Stored records:
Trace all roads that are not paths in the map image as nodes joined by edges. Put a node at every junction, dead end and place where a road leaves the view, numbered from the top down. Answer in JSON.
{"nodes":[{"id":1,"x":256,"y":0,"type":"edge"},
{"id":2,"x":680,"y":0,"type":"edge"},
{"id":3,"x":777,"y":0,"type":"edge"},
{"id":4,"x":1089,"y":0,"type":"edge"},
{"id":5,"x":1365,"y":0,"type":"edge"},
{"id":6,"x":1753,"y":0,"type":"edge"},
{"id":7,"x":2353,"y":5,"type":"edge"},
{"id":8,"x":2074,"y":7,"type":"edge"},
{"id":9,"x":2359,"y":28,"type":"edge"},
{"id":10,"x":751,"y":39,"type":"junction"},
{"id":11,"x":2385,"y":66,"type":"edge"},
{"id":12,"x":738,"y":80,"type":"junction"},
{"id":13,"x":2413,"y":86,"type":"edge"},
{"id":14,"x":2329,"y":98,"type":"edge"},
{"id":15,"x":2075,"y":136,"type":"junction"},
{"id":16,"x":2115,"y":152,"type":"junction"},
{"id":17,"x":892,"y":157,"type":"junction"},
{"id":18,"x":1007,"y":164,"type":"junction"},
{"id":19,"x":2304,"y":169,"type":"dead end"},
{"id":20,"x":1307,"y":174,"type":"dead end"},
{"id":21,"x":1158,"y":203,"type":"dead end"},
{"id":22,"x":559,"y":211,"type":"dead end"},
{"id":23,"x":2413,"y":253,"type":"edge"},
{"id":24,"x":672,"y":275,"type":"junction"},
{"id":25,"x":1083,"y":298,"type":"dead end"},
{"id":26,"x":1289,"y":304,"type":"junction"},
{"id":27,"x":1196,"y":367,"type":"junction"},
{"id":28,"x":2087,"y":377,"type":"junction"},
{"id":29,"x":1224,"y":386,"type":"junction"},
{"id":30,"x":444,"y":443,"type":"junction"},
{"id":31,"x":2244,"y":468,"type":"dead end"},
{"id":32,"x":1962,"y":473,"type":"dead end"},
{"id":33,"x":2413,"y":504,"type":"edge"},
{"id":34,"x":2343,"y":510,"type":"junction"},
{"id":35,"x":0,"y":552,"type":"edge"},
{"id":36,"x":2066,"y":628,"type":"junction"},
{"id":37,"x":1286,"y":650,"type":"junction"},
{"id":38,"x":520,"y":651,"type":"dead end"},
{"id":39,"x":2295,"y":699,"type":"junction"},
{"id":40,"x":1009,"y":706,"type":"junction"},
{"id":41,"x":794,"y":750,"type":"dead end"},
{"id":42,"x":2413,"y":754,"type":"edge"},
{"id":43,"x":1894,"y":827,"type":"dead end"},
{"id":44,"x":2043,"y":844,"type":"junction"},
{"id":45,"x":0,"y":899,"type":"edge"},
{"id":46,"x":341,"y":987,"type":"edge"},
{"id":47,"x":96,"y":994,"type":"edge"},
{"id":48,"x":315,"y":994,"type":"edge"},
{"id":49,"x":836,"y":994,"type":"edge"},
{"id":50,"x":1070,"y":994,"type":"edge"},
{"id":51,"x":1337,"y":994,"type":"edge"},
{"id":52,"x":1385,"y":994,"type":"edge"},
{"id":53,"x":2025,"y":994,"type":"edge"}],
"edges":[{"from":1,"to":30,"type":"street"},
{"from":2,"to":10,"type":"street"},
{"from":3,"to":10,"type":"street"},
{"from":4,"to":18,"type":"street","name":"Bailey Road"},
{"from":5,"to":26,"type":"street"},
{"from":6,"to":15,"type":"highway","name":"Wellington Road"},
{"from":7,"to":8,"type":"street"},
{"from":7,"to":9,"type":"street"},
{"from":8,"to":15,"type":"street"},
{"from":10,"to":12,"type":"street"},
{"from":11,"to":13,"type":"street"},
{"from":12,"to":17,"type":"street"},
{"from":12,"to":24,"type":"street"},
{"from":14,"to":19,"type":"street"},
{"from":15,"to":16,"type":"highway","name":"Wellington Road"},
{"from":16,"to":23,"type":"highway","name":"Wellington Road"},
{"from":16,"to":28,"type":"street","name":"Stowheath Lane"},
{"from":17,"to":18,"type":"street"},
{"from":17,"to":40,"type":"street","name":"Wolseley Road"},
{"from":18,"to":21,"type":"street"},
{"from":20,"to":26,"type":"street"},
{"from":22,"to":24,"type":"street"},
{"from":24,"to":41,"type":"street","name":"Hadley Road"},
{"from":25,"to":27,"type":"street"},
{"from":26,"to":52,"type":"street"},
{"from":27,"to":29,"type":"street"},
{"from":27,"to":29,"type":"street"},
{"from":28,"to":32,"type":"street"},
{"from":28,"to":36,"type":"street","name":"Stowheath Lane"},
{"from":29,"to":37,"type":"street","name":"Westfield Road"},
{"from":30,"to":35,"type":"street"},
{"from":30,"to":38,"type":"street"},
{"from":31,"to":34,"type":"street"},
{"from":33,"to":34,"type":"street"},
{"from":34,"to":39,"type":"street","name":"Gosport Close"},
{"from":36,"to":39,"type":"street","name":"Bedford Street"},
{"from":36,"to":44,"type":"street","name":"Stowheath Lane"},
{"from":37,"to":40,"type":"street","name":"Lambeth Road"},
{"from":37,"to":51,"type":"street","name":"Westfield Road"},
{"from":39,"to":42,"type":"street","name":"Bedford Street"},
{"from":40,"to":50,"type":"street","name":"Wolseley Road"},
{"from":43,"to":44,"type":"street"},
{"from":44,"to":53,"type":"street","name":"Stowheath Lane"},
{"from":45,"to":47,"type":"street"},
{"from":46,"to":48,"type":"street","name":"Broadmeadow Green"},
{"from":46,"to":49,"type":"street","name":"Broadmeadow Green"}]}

> TO DO:
Copy every line in the data above that has the string "Wellington" in it.

> REPLY:
{"from":6,"to":15,"type":"highway","name":"Wellington Road"},
{"from":15,"to":16,"type":"highway","name":"Wellington Road"},
{"from":16,"to":23,"type":"highway","name":"Wellington Road"},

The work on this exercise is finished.